Preventing Queen Rejection
While queen rejection is a natural process of colony reproduction, beekeepers can take some steps to prevent it:
– Replace queens after 1-2 years – old queens with declining fertility/pheromones are prime targets for replacement.
– Ensure proper nutrition – well-fed bees are less likely to replace their queen. Supplement with pollen patties if natural forage is scarce.
– Prevent swarming – monitor for overcrowding and swarm cells. Split hives before they become overpopulated.
– Combine weak colonies – small, weak colonies are more prone to rejecting queens. Merge weak hives together.
– Isolate the queen if injured – quarantine an injured queen in a queen cage for a few days to allow healing before reintroducing her.
– Avoid disrupting the brood nest – try not to disturb the frames around the broodnest, as this can unintentionally trigger queen replacement.
While beekeepers can take steps to prevent queen rejection, it remains an inevitable aspect of colony dynamics that cannot be fully avoided. The key is close monitoring and quick action when any cells or other signs of rejection arise.

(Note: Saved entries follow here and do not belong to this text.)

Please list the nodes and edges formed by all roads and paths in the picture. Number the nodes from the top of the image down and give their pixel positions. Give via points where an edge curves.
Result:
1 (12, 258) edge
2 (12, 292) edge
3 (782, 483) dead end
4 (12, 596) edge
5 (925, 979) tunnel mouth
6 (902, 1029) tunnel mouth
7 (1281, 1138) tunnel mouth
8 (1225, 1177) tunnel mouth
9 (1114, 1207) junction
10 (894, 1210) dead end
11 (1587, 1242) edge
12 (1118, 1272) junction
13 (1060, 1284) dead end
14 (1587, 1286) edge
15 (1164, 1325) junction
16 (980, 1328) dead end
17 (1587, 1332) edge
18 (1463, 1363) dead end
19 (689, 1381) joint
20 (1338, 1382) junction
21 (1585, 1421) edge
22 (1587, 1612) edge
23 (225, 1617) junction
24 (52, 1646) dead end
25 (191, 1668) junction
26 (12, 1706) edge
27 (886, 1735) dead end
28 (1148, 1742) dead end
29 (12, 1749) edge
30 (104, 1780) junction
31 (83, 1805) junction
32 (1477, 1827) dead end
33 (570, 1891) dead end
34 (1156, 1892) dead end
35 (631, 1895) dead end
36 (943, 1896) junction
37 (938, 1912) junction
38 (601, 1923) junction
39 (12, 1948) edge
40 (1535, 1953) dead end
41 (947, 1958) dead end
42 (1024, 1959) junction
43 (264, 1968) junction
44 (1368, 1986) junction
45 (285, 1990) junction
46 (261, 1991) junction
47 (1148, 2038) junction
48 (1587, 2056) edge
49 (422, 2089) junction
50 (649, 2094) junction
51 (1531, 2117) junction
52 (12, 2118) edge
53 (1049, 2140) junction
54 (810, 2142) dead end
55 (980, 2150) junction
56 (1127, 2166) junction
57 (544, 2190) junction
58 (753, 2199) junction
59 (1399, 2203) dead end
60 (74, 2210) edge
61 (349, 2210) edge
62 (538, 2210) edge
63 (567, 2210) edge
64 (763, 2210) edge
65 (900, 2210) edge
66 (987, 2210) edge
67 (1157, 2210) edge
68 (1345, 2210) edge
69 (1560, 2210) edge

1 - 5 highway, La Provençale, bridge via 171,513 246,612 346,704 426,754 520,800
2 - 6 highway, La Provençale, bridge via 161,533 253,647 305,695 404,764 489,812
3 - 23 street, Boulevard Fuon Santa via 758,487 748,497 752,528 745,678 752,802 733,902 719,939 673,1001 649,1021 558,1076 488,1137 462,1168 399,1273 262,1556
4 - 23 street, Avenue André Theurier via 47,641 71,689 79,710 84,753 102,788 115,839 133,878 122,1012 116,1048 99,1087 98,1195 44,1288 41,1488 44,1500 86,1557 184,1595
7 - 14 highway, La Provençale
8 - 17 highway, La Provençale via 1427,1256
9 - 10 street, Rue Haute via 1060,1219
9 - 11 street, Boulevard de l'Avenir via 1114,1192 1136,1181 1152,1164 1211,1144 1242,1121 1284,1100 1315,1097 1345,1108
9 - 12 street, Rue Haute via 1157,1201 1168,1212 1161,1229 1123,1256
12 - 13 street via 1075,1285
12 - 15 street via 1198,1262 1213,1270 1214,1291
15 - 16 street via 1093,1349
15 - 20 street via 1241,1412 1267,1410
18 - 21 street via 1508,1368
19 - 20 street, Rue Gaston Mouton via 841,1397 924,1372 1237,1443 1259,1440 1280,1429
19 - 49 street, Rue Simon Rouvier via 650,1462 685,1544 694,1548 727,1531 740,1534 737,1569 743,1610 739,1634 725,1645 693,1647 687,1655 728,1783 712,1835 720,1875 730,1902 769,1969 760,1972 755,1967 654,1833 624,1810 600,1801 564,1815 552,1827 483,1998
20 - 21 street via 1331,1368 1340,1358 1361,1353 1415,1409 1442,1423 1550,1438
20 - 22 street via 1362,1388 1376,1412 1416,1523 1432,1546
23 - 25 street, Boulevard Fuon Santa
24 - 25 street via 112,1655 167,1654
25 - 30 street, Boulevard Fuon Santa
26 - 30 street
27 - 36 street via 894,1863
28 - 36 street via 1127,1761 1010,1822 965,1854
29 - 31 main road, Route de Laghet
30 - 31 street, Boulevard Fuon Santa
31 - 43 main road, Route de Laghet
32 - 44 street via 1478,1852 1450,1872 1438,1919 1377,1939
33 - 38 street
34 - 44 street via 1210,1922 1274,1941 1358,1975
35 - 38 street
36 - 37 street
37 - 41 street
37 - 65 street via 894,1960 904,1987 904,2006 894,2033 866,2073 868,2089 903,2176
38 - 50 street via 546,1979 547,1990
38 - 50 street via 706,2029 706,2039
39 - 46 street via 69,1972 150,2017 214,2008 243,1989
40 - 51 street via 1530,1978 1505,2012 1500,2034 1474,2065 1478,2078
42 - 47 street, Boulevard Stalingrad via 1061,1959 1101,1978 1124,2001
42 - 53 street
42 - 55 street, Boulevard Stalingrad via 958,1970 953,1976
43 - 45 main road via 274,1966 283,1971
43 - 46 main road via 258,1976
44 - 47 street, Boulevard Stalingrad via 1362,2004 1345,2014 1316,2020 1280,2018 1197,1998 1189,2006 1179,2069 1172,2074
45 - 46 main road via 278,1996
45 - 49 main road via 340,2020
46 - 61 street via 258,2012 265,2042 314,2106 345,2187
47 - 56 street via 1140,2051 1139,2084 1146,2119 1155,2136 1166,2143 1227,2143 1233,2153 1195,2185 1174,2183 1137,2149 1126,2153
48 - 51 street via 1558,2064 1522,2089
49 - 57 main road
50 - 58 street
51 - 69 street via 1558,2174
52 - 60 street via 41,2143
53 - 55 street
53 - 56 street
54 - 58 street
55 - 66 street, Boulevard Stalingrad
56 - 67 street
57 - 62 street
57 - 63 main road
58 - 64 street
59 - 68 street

Queen rejection is a harsh reality in the lives of honey bees, but one that is necessary for the continued survival and productivity of the colony. By replacing old, infertile, or otherwise inadequate queens, the worker bees ensure the queen’s vitality and their colony’s ability to thrive.
Understanding the reasons bees reject their matriarch, the telltale signs of queen rejection, and techniques beekeepers can use to prevent it allows us to gain fascinating insight into the complex social dynamics at play within a honey bee hive. This inherent capacity to assess and replace failed leaders has allowed honey bees to flourish around the world.